[Work required] All the entries need to be duplicated exactly, with the pictures omitted.

Dataset items:

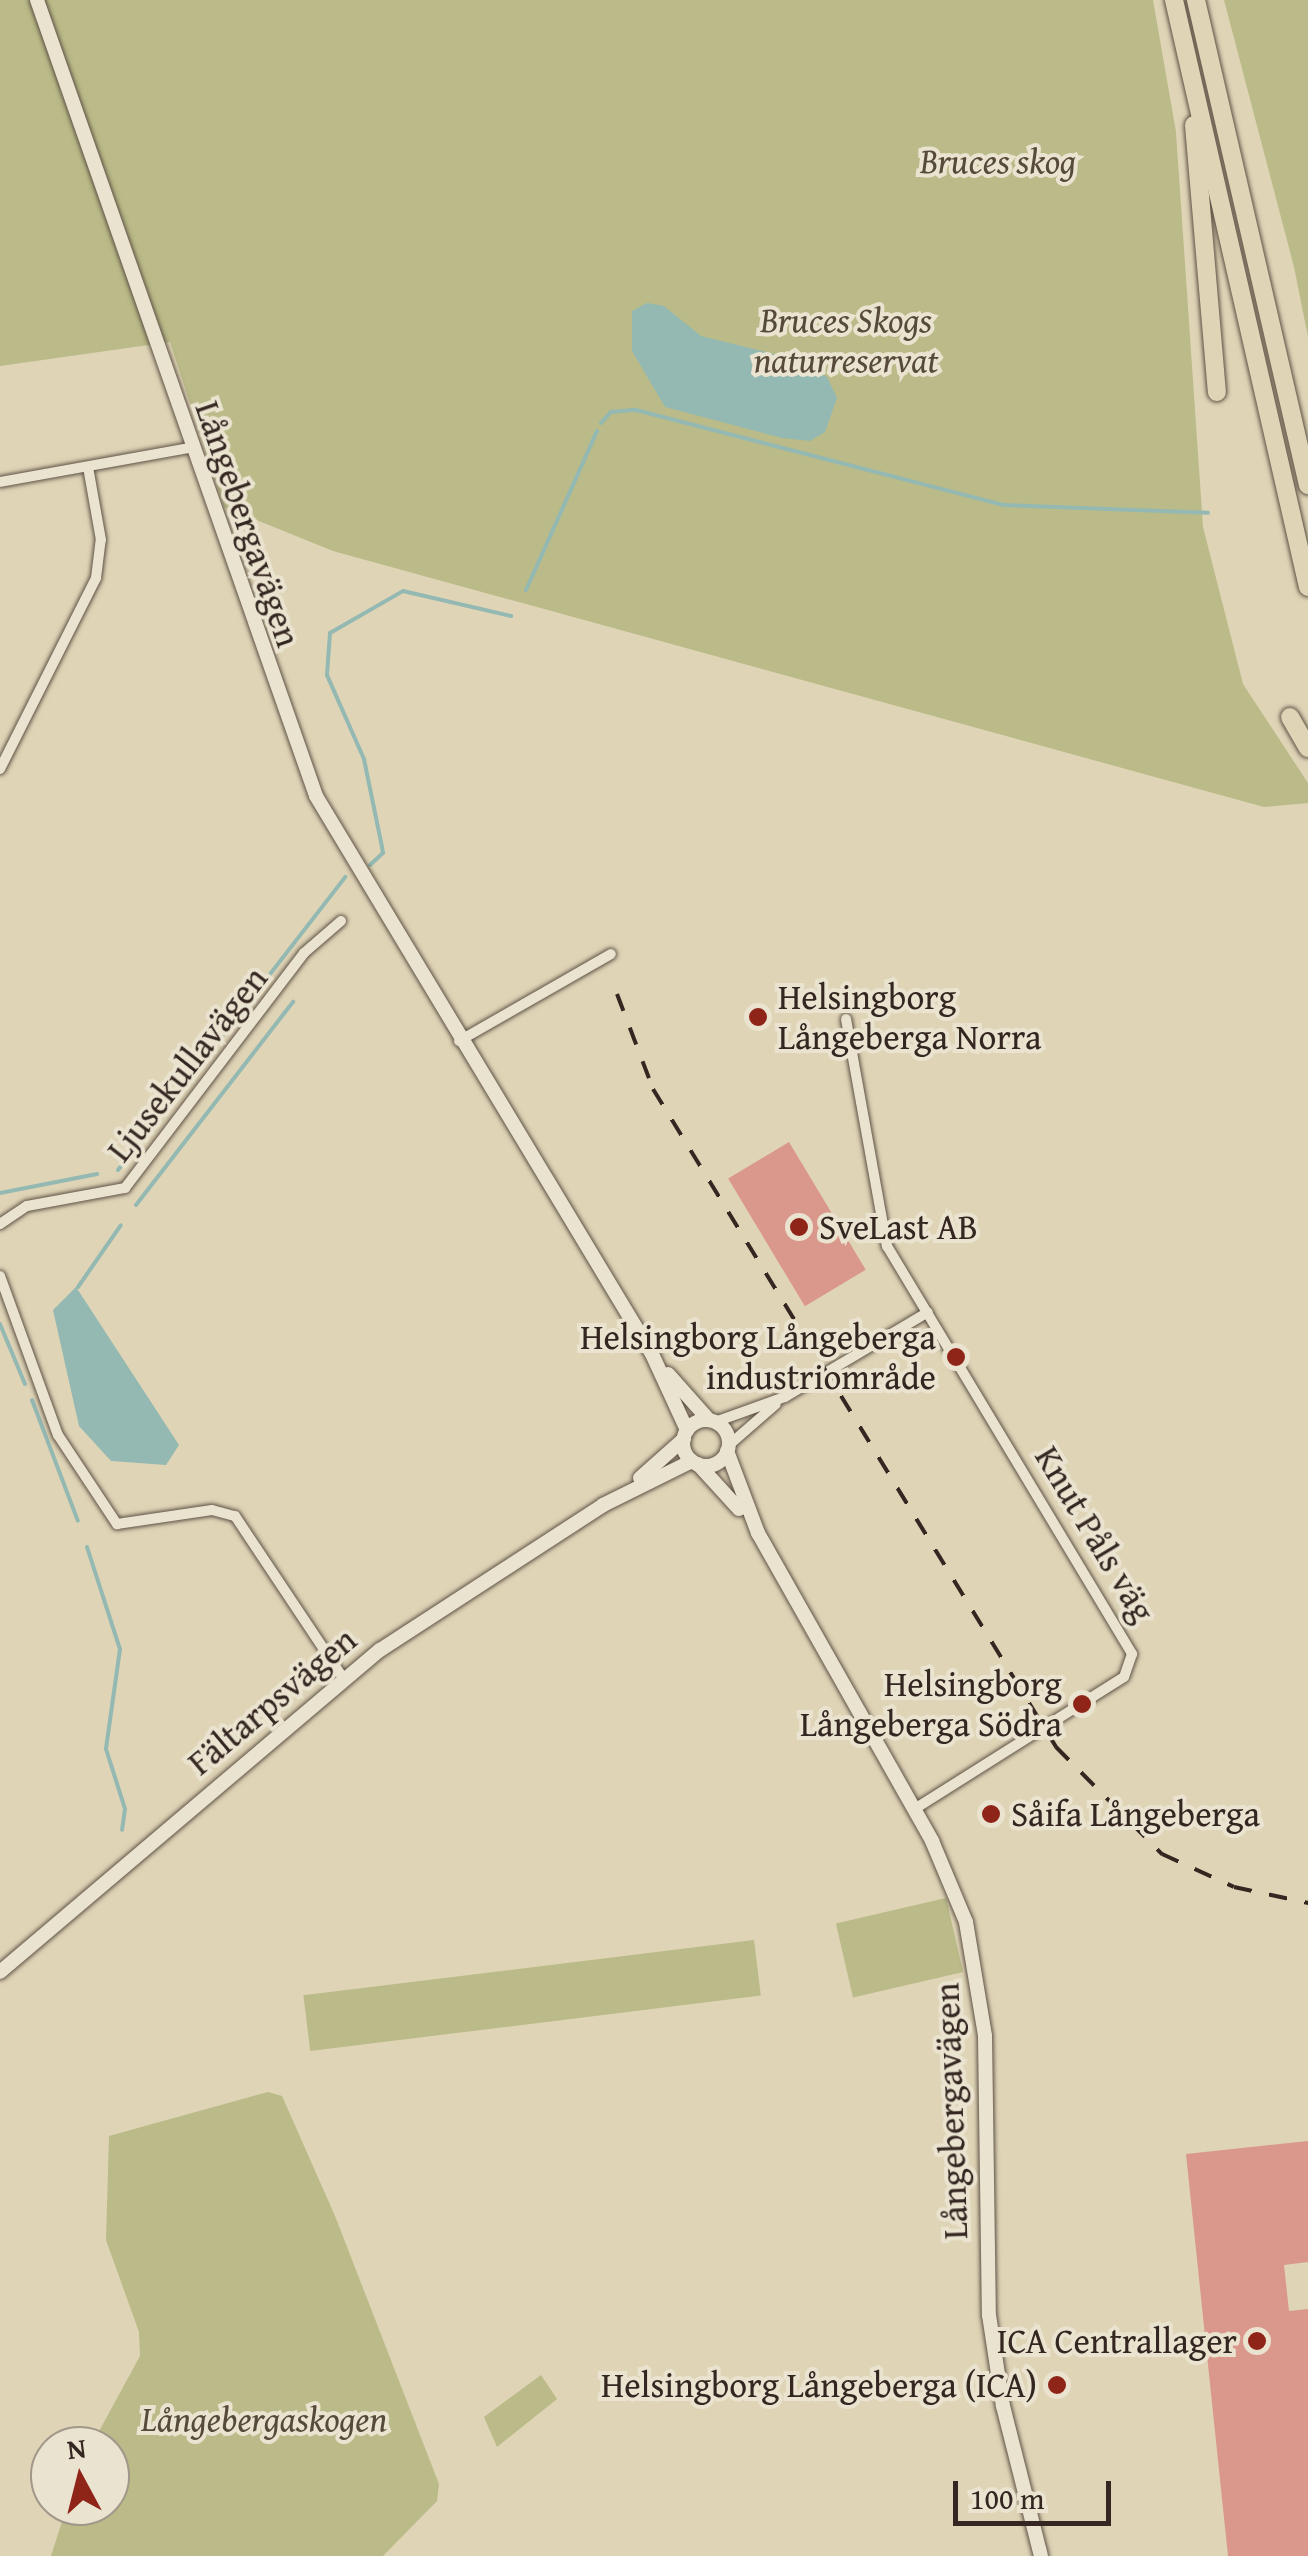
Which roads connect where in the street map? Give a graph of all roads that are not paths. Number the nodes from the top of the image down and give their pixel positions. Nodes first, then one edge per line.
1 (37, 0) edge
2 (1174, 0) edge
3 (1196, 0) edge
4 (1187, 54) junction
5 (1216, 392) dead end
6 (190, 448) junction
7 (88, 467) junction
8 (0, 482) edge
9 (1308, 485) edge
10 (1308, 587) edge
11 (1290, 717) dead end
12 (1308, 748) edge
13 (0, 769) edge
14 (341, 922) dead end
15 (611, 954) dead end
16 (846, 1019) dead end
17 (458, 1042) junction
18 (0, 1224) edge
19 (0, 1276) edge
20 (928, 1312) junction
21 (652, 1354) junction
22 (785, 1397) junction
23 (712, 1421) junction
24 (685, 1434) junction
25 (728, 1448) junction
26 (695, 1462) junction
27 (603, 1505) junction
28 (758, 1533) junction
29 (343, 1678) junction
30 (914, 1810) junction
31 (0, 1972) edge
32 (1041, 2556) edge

[Result of the task]
Which roads connect where in the street map? Give a graph of all roads that are not paths. Number the nodes from the top of the image down and give their pixel positions. Nodes first, then one edge per line.
1 (37, 0) edge
2 (1174, 0) edge
3 (1196, 0) edge
4 (1187, 54) junction
5 (1216, 392) dead end
6 (190, 448) junction
7 (88, 467) junction
8 (0, 482) edge
9 (1308, 485) edge
10 (1308, 587) edge
11 (1290, 717) dead end
12 (1308, 748) edge
13 (0, 769) edge
14 (341, 922) dead end
15 (611, 954) dead end
16 (846, 1019) dead end
17 (458, 1042) junction
18 (0, 1224) edge
19 (0, 1276) edge
20 (928, 1312) junction
21 (652, 1354) junction
22 (785, 1397) junction
23 (712, 1421) junction
24 (685, 1434) junction
25 (728, 1448) junction
26 (695, 1462) junction
27 (603, 1505) junction
28 (758, 1533) junction
29 (343, 1678) junction
30 (914, 1810) junction
31 (0, 1972) edge
32 (1041, 2556) edge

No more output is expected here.